On-line version ISSN 2078-5135
Print version ISSN 0256-9574

SAMJ, S. Afr. med. j. vol.114 n.3 Pretoria Mar. 2024

 

CORRESPONDENCE

 

The current standard of care of inflammatory bowel disease

 

 

To the Editor: We live in an ever-changing world in which change sometimes comes suddenly and unexpectedly. At other times it just creeps up on us, as it has with inflammatory bowel disease (IBD) (Crohn's disease and ulcerative colitis).

While the disease has been known for over 100 years, the treatment commonly harks back to the options of the 1970s - 80s, when prednisone, mesalamine and immunosuppression were the standard. The advent of powerful disease-modifying agents capable of putting patients in full remission has not yet been fully accepted by doctors, funders or even patients.

The ongoing use of toxic and ineffective agents needs to end, and the medications available for the past 26 years accepted as the standard of care for these patients.

In 1998 the first biologic therapy, infliximab, for IBD, was marketed. This anti-tumour necrosis factor (anti-TNF) agent could miraculously turn the inflammatory process off and rapidly restore patients to a normal life in quality and duration. These anti-TNF agents and other newer drugs targeting different paths in the immune cascade have been shown to be equally effective.

The question needs to be asked why, after 26 years of experience and the ever-increasing variety of agents available, all of our patients are not on these agents? Initially the price of ZAR20 000 a month was an obvious deterrent. Real and perceived side-effects further complicated the decision-making and delayed the acceptance of these agents. Fortunately the price of some is now down to ZAR3 500 a month, and decreasing.

So again, why are patients with IBD not started on modern therapy on the day of diagnosis?

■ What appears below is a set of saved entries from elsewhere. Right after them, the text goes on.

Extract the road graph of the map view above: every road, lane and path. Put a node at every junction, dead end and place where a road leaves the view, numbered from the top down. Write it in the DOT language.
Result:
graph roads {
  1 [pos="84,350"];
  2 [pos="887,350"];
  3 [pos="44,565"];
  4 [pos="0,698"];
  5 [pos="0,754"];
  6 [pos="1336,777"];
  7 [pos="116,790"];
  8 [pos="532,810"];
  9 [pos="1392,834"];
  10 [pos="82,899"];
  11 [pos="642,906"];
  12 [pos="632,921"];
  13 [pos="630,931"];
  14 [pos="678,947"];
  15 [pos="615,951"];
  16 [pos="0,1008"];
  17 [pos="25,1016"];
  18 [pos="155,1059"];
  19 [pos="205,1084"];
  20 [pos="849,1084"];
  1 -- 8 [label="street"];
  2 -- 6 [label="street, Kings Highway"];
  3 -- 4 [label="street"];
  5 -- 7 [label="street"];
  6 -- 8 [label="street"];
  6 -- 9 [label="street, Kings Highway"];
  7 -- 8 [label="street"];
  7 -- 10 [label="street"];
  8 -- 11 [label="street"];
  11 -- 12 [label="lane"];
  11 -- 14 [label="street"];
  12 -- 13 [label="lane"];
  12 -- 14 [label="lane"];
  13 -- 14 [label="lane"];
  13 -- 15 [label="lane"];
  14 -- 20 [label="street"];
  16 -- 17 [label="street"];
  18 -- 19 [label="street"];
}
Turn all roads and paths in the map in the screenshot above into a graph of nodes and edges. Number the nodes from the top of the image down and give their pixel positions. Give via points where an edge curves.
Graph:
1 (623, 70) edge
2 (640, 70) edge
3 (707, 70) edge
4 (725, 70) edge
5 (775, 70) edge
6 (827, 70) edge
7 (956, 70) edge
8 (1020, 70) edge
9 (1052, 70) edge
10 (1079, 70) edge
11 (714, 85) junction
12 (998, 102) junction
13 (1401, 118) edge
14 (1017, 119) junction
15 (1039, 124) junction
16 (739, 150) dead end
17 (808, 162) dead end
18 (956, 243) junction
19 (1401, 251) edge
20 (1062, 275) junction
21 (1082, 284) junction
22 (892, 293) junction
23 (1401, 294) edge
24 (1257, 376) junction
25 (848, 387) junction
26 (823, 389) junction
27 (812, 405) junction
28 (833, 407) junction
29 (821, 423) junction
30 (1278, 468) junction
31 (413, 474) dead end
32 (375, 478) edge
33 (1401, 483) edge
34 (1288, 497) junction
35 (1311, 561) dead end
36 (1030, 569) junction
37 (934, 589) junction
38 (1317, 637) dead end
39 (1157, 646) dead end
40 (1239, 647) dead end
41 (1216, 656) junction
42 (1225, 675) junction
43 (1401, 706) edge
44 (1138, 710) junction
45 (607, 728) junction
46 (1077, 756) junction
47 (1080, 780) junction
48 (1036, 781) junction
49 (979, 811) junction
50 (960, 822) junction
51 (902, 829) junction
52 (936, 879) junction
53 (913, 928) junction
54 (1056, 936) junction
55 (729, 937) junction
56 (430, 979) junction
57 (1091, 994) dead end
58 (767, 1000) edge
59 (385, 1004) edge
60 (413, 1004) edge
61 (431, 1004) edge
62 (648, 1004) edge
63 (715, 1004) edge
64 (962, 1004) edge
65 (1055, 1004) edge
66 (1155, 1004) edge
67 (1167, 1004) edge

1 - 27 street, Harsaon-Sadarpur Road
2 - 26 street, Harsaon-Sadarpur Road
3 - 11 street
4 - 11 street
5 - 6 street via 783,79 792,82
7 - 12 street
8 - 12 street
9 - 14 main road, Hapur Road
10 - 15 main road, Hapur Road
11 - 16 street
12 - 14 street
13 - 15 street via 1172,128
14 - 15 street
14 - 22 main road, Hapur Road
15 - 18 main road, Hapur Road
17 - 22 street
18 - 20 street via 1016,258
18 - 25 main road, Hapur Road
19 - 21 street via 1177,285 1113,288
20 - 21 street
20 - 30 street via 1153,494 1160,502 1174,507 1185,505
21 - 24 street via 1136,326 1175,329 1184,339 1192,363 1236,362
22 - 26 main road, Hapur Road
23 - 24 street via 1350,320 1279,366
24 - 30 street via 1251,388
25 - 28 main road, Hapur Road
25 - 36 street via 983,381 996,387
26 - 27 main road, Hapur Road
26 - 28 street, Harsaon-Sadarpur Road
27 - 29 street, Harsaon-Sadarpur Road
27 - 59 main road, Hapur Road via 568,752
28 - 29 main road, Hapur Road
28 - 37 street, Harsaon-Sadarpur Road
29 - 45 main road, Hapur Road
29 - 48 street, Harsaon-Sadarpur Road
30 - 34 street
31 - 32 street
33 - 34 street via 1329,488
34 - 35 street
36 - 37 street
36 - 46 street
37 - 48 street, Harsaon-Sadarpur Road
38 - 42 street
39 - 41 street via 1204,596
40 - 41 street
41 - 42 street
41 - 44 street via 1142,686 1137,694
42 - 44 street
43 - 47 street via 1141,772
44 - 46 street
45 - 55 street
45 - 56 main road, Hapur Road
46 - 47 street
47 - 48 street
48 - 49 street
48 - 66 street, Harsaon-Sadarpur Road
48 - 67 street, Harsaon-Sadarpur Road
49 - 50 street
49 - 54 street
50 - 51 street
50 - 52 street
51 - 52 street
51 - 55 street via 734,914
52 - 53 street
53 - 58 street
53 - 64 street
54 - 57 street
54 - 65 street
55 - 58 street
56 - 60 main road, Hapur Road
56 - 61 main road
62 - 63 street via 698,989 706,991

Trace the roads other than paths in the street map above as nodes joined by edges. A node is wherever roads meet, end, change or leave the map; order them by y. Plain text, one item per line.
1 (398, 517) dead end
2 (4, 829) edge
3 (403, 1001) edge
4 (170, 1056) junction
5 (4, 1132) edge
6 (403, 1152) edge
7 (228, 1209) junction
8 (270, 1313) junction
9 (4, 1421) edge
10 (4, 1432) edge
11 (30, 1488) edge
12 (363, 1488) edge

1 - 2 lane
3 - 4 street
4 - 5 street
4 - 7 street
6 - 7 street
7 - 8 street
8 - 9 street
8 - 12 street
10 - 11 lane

In addition to the costs, inhibiting factors include:

(i) The main side-effect of an increased susceptibility to tuberculosis is a particular factor in South Africa, but this can be mitigated with the use of serology, chest X-rays and clinical judgement.

(ii) In a strange twist of logic, there remains a belief, particularly among funders, that patients need to earn the new therapies. This means they need to have been treated with largely ineffective therapy for months or years prior to commencing modern medicine. To the patient with abdominal cramps, diarrhoea and sometimes faecal incontinence, this delay is impossible to justify.

(iii) The final factor to consider is the long-term life-modifying benefit of these agents. The risk of colon cancer is related to the duration and extent of bowel disease, and the amount of inflammation. Patients on biologics with normal mucosa have a vastly reduced risk of cancer and surgery.

It would seem that all patients with established IBD need modern therapy. Interestingly, the University of Chicago website states that 'biological drugs have become the standard of care for people with moderate to severe Crohn's disease or ulcerative colitis'. The days of toxic medication are past. It is a tragedy that all our patients are not allowed modern therapy

In summary, IBD is now totally manageable with little risk of serious complications, so why do we resist?